=== Begin Enclosure ===
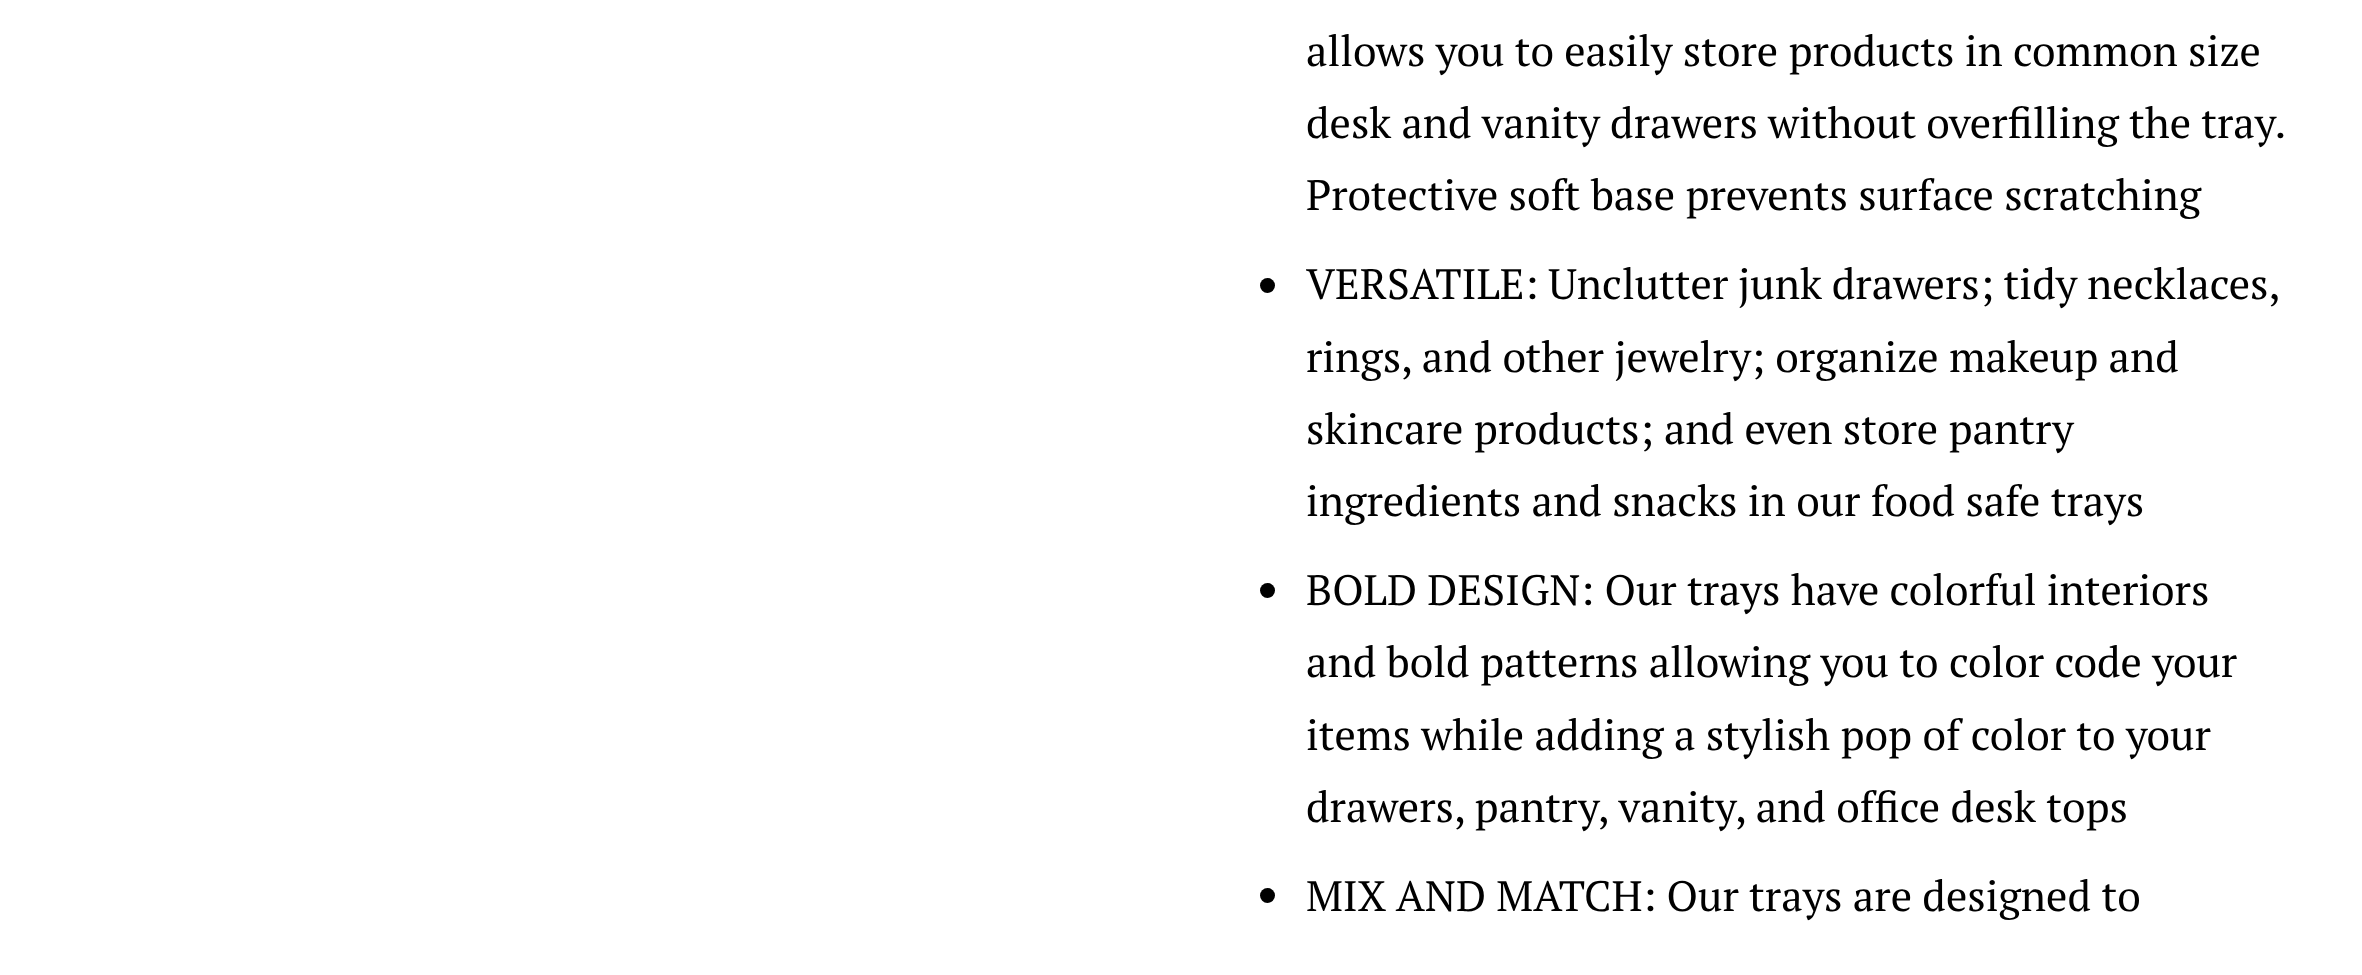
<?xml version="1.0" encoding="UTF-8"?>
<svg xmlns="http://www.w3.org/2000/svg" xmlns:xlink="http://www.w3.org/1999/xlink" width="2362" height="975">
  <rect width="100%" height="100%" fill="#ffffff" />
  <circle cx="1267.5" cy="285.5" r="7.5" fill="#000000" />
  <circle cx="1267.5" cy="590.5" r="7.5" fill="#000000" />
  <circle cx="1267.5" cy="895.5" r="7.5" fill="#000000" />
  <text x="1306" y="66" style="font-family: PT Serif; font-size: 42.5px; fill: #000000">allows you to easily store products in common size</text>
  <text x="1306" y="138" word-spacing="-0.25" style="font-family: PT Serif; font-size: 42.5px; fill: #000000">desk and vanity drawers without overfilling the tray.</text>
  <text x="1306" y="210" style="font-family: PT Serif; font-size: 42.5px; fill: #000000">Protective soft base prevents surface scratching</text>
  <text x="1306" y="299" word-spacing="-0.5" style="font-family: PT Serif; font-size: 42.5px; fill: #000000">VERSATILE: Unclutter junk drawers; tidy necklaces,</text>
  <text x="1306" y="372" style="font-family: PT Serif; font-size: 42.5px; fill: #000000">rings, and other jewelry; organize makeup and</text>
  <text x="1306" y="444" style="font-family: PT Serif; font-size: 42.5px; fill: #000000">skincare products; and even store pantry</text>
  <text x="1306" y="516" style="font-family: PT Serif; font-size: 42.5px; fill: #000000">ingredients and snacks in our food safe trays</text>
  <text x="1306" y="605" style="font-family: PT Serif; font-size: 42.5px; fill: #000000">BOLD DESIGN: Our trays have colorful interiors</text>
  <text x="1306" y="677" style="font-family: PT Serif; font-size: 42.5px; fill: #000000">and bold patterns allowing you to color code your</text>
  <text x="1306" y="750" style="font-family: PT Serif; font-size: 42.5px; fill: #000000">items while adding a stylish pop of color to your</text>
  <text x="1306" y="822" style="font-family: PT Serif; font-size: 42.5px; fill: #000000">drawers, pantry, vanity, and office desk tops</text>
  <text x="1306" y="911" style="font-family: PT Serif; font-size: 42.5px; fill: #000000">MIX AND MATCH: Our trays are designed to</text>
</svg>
=== End Enclosure ===
◆ What is expected:
All that belongs in your answer is the stretch of entries above from the line with "prevents surface scratching</text>" through the line with "even store pantry</text>", printed exactly.

◆ Response to this task:
  <text x="1306" y="210" style="font-family: PT Serif; font-size: 42.5px; fill: #000000">Protective soft base prevents surface scratching</text>
  <text x="1306" y="299" word-spacing="-0.5" style="font-family: PT Serif; font-size: 42.5px; fill: #000000">VERSATILE: Unclutter junk drawers; tidy necklaces,</text>
  <text x="1306" y="372" style="font-family: PT Serif; font-size: 42.5px; fill: #000000">rings, and other jewelry; organize makeup and</text>
  <text x="1306" y="444" style="font-family: PT Serif; font-size: 42.5px; fill: #000000">skincare products; and even store pantry</text>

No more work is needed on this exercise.